EXERCISE DETAILS: Beginning at the top of the entries below, retype each line exactly until the line containing "Please list the" has been written out; include no pictures and no later lines.

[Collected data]
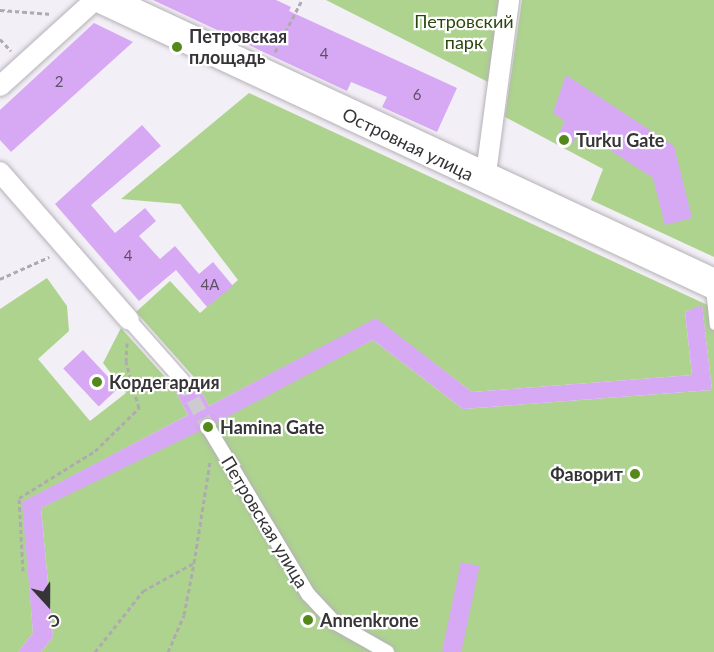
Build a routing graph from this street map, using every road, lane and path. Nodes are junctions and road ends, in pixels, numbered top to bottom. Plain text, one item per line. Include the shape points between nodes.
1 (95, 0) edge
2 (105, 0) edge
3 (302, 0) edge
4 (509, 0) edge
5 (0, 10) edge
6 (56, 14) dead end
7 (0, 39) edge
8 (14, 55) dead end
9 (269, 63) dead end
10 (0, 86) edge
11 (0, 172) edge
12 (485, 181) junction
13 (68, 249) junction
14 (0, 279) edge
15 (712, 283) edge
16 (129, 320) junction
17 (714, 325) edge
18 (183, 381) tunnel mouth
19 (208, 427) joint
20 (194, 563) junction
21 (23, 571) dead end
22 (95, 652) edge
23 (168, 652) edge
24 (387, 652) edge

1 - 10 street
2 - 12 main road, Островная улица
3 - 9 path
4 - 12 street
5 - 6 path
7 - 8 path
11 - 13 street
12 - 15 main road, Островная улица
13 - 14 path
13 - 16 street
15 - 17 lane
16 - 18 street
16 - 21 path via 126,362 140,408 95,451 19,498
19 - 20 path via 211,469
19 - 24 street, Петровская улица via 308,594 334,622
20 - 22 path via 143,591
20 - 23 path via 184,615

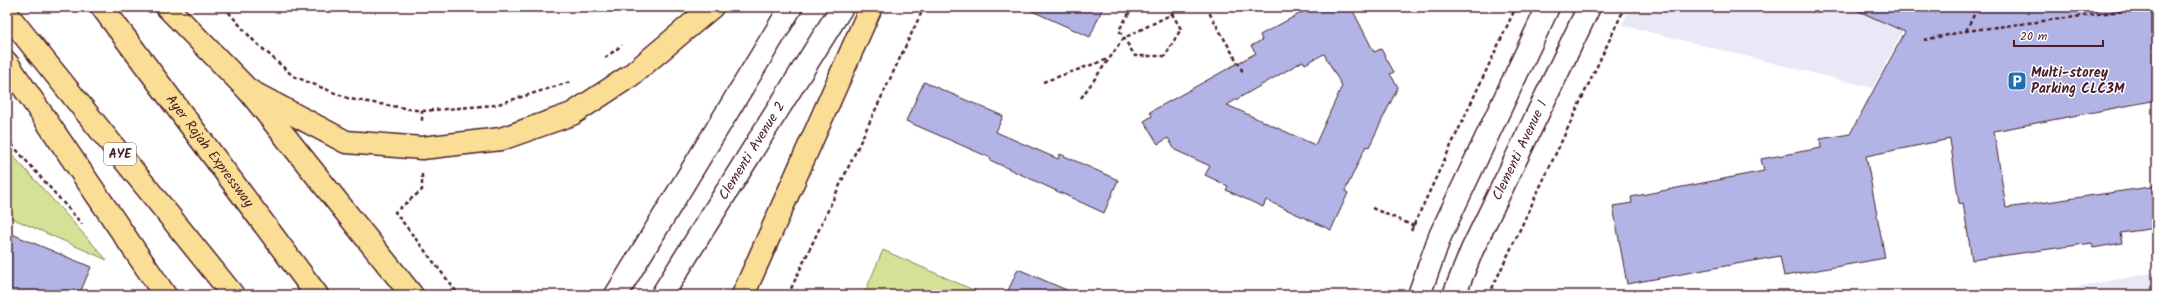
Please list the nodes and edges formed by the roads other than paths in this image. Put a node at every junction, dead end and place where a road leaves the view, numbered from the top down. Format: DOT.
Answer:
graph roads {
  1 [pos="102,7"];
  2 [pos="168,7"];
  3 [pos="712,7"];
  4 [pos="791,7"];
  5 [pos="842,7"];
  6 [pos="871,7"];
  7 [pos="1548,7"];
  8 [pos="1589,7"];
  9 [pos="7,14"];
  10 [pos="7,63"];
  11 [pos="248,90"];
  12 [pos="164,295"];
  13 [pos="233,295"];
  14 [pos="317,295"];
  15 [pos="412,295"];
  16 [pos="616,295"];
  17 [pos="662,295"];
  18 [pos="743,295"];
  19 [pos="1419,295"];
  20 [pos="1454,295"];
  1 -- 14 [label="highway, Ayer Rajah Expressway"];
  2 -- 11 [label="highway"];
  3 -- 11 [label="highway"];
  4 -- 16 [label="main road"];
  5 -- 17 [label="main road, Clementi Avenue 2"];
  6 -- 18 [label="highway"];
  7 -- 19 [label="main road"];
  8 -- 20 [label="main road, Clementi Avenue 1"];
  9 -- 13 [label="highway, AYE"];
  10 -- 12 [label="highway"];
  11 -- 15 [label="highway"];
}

ANSWER TO THE PROBLEM:
Build a routing graph from this street map, using every road, lane and path. Nodes are junctions and road ends, in pixels, numbered top to bottom. Plain text, one item per line. Include the shape points between nodes.
1 (95, 0) edge
2 (105, 0) edge
3 (302, 0) edge
4 (509, 0) edge
5 (0, 10) edge
6 (56, 14) dead end
7 (0, 39) edge
8 (14, 55) dead end
9 (269, 63) dead end
10 (0, 86) edge
11 (0, 172) edge
12 (485, 181) junction
13 (68, 249) junction
14 (0, 279) edge
15 (712, 283) edge
16 (129, 320) junction
17 (714, 325) edge
18 (183, 381) tunnel mouth
19 (208, 427) joint
20 (194, 563) junction
21 (23, 571) dead end
22 (95, 652) edge
23 (168, 652) edge
24 (387, 652) edge

1 - 10 street
2 - 12 main road, Островная улица
3 - 9 path
4 - 12 street
5 - 6 path
7 - 8 path
11 - 13 street
12 - 15 main road, Островная улица
13 - 14 path
13 - 16 street
15 - 17 lane
16 - 18 street
16 - 21 path via 126,362 140,408 95,451 19,498
19 - 20 path via 211,469
19 - 24 street, Петровская улица via 308,594 334,622
20 - 22 path via 143,591
20 - 23 path via 184,615

Please list the nodes and edges formed by the roads other than paths in this image. Put a node at every junction, dead end and place where a road leaves the view, numbered from the top down. Format: DOT.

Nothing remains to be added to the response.